Quickstart
Introduction
Welcome to Sequor! This guide will walk you through setting up Sequor and creating your first data integration flow. You’ll build a GitHub repository health monitor that:
- Fetches your GitHub repositories via API
- Collects open issues for each repository
- Transforms this data to calculate health metrics (resolution rates, issue age, etc.)

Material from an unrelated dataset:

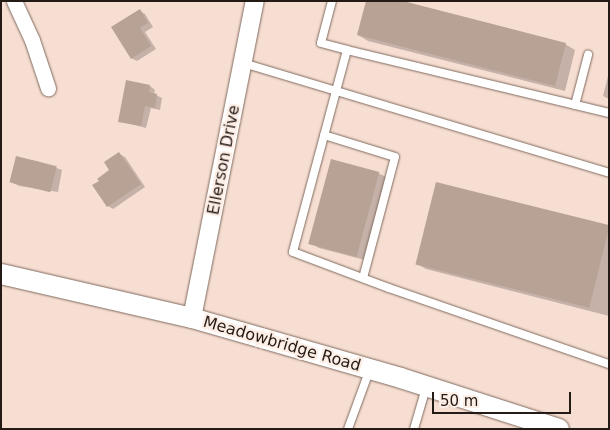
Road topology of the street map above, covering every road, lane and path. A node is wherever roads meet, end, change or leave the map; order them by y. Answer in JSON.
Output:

- Creates a private GitHub Gist with a formatted markdown report
This example demonstrates Sequor’s key capabilities: API integration, data transformation with SQL, and publishing results — all without writing application code.
Let’s get started!
Prerequisites
Before starting, make sure you have:
- Completed the Installation steps
- Activated your Sequor virtual environment:
source ~/sequor-venv/bin/activate
Step 1: Initialize an environment
# Create a Sequor environment 'dev' to store credentials and logs
sequor env init dev
This creates a file at ~/.sequor/envs/dev.yaml
with the necessary structure.
Step 2: Create a new project
Sequor uses a project-based structure to organize your integration flows. To create a new project:
# Navigate to where you want to store your projects
cd ~/projects # or any directory of your choice
# Initialize a new Sequor project
sequor init sequor-github-integration
# Navigate to the project directory
cd sequor-github-integration
Step 3: Link project to environment
# Create a local reference to your environment to avoid passing it as a CLI arg on every execution
echo "env: dev" > env.yaml
Step 4: Store credentials in environment
Edit ~/.sequor/envs/dev.yaml
to add your GitHub API credentials:
variables:
github_bearer_token: "<GitHub personal access token>"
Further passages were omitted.